*** Opening of PROVIDED ENTRIES ***

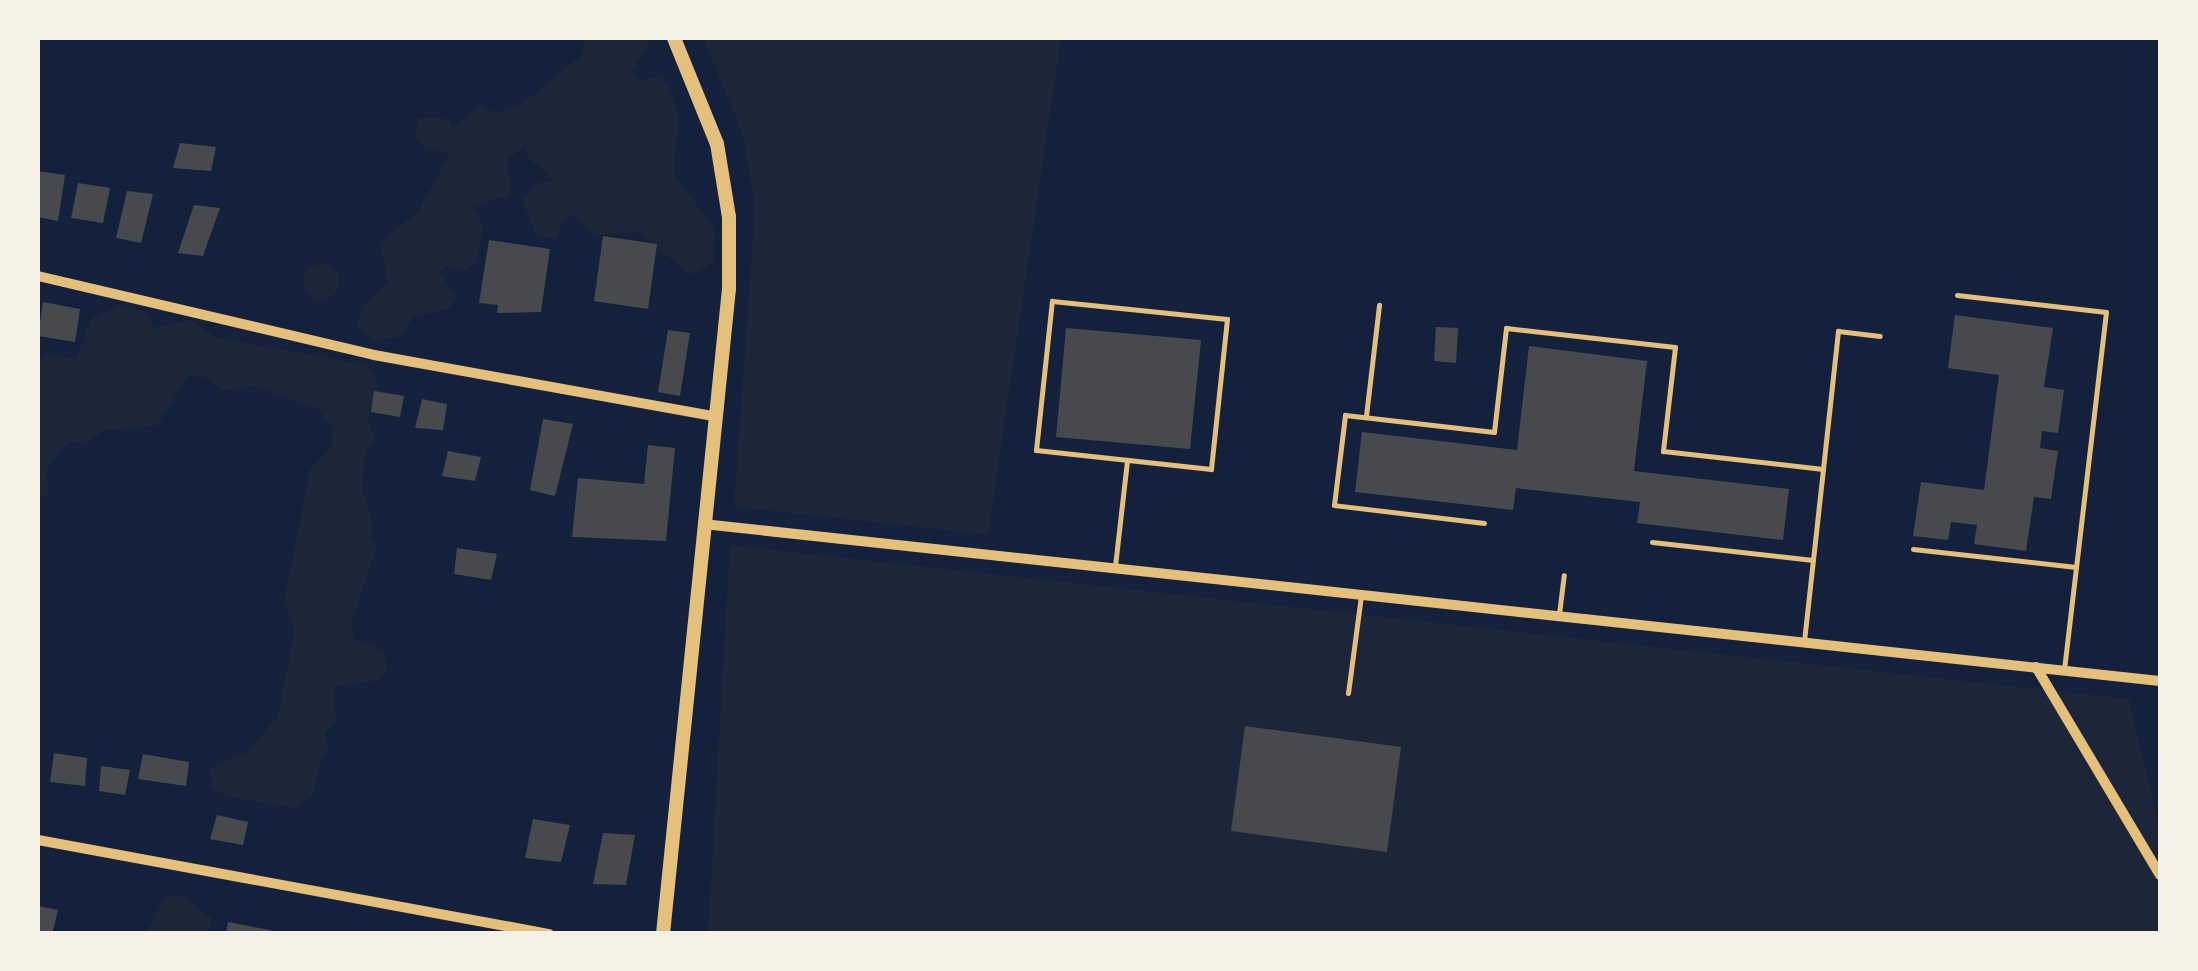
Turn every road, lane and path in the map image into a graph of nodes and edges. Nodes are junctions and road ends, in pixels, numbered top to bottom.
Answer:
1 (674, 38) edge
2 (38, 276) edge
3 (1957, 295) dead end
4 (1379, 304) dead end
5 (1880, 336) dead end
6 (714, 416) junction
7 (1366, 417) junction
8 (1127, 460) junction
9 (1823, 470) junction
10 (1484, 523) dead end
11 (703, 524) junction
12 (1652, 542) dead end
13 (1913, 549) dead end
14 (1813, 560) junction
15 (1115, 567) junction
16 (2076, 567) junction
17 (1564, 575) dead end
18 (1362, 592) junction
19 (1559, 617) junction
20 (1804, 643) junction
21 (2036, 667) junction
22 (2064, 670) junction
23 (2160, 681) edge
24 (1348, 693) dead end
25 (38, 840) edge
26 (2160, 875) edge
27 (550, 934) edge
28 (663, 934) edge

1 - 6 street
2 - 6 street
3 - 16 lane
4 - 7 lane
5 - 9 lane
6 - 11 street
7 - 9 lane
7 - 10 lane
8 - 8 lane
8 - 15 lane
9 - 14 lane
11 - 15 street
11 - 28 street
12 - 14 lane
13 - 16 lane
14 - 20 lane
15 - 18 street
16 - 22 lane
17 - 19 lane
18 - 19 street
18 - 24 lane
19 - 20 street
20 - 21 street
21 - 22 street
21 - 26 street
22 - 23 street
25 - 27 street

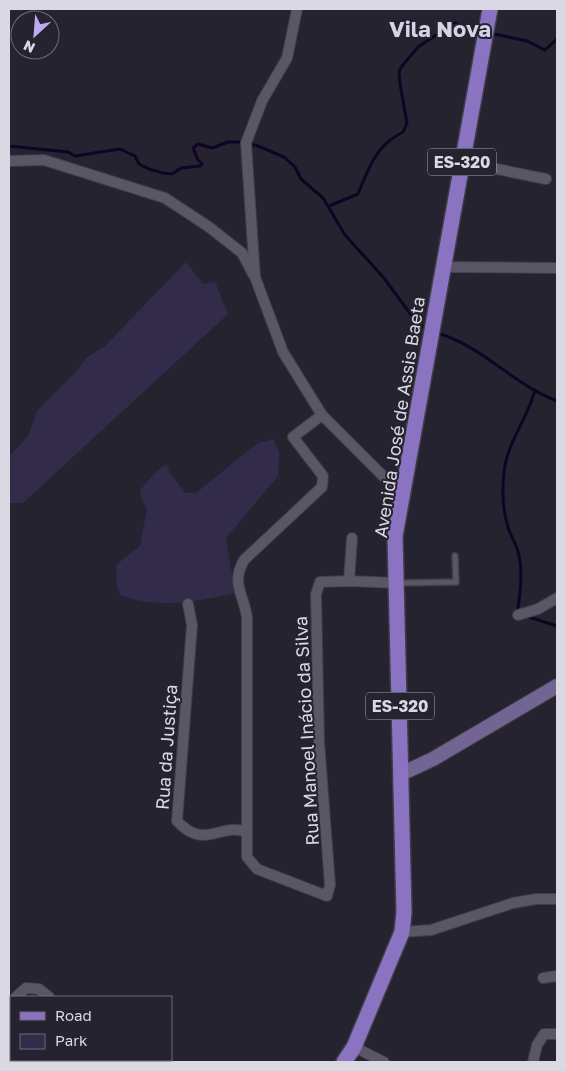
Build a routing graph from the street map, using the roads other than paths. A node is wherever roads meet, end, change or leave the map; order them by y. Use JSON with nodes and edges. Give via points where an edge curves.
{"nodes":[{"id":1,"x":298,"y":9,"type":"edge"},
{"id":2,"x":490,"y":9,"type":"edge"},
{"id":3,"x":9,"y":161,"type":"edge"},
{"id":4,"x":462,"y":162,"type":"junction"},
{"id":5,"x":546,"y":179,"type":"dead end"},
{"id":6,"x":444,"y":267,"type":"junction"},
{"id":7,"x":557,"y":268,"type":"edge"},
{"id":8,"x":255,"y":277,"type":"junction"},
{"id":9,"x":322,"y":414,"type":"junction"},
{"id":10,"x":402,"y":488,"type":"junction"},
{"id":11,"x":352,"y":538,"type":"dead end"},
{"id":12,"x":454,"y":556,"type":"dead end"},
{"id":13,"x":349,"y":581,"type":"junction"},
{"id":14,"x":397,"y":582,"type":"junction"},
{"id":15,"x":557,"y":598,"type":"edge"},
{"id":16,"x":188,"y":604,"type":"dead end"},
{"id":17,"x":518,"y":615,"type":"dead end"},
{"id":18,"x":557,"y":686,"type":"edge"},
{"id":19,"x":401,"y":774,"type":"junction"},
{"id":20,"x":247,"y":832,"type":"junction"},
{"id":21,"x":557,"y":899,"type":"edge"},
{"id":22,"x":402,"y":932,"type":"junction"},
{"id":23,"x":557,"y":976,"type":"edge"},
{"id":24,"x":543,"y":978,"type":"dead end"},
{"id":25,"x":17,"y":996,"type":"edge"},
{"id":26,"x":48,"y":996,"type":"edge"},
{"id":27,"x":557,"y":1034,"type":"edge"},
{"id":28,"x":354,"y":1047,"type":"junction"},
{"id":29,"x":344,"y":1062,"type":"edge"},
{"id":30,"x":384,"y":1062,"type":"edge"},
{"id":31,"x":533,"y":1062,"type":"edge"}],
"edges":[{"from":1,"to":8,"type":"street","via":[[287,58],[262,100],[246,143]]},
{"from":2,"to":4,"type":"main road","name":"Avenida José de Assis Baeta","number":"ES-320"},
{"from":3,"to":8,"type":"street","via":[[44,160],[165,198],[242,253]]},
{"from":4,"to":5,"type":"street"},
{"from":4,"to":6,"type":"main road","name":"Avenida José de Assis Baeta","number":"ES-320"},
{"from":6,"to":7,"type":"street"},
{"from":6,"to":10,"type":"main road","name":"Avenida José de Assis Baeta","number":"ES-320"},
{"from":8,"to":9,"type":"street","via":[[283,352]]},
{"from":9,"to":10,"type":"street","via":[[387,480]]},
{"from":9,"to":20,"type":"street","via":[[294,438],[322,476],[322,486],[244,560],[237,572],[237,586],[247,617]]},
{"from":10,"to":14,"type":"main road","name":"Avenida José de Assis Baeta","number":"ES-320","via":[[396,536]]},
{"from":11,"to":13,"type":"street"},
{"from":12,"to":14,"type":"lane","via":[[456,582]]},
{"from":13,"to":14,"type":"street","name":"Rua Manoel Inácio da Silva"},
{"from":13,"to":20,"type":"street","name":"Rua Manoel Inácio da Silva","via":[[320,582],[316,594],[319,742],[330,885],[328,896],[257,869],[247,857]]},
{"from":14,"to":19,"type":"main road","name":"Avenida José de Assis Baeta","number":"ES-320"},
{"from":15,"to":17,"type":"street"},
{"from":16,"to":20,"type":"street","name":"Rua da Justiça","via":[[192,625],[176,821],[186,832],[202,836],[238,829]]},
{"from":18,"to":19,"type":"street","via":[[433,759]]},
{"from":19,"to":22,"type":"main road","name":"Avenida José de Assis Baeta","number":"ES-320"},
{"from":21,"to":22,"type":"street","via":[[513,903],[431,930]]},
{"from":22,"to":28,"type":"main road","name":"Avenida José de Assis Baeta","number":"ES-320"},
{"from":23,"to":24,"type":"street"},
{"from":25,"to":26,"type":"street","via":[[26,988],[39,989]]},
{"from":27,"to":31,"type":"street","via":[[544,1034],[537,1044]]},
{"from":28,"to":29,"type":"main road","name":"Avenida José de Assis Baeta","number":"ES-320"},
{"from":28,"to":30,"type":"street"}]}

*** Close of PROVIDED ENTRIES ***

* [ASSIGNMENT]:
Now copy each line of the entries that mentions "Baeta".

* [TASK RESULT]:
{"from":2,"to":4,"type":"main road","name":"Avenida José de Assis Baeta","number":"ES-320"},
{"from":4,"to":6,"type":"main road","name":"Avenida José de Assis Baeta","number":"ES-320"},
{"from":6,"to":10,"type":"main road","name":"Avenida José de Assis Baeta","number":"ES-320"},
{"from":10,"to":14,"type":"main road","name":"Avenida José de Assis Baeta","number":"ES-320","via":[[396,536]]},
{"from":14,"to":19,"type":"main road","name":"Avenida José de Assis Baeta","number":"ES-320"},
{"from":19,"to":22,"type":"main road","name":"Avenida José de Assis Baeta","number":"ES-320"},
{"from":22,"to":28,"type":"main road","name":"Avenida José de Assis Baeta","number":"ES-320"},
{"from":28,"to":29,"type":"main road","name":"Avenida José de Assis Baeta","number":"ES-320"},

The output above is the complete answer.